Parasite possède un casting vraiment fort. Et en un seul article, c’est compliqué de parler de tout le monde, tant chaque rôle est important, c’est pourquoi j’ai décidé de me concentrer uniquement sur ces trois personnages. Bien sûr Song Kang Ho est admirable dans son rôle et il campe parfaitement ce père de famille qui doit se débrouiller pour que sa famille sorte de la misère. Il est admirable au même titre que le reste du casting des deux familles, mais il faudrait un autre article pour tout aborder. Je veux juste montrer à quel point les actrices et acteurs ont été bien dirigés et à quel point tous permettent ce sentiment d’être plongé dans leurs vies. Pour moi, c’est l’un des rares films récents qui m’a laissé cette impression.

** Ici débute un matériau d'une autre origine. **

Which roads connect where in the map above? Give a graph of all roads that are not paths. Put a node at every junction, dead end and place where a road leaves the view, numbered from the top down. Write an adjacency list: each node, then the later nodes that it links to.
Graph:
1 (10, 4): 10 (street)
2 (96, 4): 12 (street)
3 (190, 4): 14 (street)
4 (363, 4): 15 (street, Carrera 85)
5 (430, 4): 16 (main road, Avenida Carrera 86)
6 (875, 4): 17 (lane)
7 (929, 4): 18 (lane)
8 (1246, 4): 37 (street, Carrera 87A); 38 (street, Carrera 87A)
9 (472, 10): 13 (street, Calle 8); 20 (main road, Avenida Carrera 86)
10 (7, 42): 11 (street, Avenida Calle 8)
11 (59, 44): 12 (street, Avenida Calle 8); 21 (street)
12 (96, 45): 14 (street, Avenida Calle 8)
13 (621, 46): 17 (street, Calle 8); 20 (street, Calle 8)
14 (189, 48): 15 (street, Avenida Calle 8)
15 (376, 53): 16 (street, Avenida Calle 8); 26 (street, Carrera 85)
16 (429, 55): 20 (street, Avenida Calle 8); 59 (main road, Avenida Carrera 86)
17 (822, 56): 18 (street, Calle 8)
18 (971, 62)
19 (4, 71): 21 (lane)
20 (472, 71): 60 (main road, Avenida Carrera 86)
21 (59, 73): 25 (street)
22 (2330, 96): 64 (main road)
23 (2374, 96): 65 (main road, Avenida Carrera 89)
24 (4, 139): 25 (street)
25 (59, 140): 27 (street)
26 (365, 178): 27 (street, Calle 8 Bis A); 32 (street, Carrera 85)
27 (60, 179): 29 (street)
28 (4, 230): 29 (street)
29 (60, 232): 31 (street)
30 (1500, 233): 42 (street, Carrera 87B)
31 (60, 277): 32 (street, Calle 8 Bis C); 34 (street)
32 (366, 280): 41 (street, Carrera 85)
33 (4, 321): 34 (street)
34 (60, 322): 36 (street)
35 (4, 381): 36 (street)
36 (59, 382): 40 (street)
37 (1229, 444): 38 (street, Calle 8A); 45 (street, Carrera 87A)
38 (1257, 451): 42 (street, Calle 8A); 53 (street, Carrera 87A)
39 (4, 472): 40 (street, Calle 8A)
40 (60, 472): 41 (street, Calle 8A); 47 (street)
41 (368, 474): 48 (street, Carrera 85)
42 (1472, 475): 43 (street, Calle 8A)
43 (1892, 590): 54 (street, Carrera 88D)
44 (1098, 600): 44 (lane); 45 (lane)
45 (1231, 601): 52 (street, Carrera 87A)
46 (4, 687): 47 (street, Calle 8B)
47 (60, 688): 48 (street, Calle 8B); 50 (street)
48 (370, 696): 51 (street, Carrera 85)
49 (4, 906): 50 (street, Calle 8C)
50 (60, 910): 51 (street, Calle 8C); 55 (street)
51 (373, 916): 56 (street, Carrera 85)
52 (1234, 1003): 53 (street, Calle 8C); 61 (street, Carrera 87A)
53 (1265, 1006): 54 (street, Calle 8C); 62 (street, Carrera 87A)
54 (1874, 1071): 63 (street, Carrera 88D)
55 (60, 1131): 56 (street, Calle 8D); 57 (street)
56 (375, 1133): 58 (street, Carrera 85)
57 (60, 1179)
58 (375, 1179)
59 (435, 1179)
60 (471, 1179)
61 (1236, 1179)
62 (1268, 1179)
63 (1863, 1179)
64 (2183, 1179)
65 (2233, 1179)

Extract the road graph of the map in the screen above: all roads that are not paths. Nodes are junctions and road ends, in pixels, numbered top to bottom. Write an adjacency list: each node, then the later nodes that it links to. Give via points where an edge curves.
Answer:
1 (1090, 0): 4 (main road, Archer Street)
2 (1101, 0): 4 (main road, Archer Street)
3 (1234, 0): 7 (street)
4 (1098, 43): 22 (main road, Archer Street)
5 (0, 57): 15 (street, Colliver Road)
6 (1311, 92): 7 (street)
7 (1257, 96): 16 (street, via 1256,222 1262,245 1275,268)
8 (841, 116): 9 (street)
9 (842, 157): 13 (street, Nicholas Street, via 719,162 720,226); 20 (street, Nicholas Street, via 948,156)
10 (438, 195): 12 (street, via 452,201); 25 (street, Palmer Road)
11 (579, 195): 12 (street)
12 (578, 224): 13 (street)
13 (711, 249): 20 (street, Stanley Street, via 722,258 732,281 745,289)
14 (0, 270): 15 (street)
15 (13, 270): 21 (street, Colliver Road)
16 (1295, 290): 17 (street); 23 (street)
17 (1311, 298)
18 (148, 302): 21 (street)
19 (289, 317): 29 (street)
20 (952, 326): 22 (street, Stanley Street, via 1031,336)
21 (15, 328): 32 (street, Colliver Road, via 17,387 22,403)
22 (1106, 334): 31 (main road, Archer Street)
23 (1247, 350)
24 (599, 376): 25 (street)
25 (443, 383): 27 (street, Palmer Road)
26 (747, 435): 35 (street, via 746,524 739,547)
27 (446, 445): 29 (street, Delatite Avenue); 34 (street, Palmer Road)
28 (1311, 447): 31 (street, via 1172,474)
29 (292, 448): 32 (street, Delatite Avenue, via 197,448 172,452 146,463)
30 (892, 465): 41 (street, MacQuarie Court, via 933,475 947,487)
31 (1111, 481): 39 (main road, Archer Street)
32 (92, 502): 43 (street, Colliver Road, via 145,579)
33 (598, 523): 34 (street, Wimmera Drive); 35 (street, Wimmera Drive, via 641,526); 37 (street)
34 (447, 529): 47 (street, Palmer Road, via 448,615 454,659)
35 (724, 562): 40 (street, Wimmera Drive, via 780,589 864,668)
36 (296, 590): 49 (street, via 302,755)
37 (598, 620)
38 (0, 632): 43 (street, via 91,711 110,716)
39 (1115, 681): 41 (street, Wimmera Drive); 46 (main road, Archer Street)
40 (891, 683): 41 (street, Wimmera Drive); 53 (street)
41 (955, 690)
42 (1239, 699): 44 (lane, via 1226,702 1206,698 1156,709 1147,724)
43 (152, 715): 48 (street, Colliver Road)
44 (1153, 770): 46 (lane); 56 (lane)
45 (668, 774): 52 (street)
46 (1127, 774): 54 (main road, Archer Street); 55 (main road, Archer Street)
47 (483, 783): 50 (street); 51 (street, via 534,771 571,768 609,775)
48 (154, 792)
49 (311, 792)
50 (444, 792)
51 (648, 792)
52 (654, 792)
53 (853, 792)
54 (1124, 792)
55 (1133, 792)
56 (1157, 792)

Nous arrivons déjà à la fin de ce tour de vue de Parasite, il est maintenant temps de conclure.
Conclusion
Je vous remercie d’avoir lu cet article jusqu’à la fin et j’espère avoir pu transmettre l’amour que j’ai pour ce film, qui pour moi est l’une des meilleures réussites de film social. Que vous l’ayez déjà vu ou que vous ayez encore à le découvrir, j’espère qu’il vous aura autant touché que moi et qu’il vous aura autant donné matière à réflexion. Si comme je le disais plus tôt, certains moments sont un peu trop lents à mon goût et si au contraire parfois (et surtout sur la fin) il y a quelques accélérations qui permettent de faciliter le scénario, Parasite reste d’une très grande qualité. Porté par un très bon casting et surtout par une vision de la réalisation innovante, il ne vous laissera pas indifférent. En attendant un prochain article Coup de Cœur ou un prochain film de Bong Joon Ho, je vous invite à voir ou à revoir Parasite ainsi que d’autres films de Bong Joon Ho pour vous plonger dans son incroyable univers.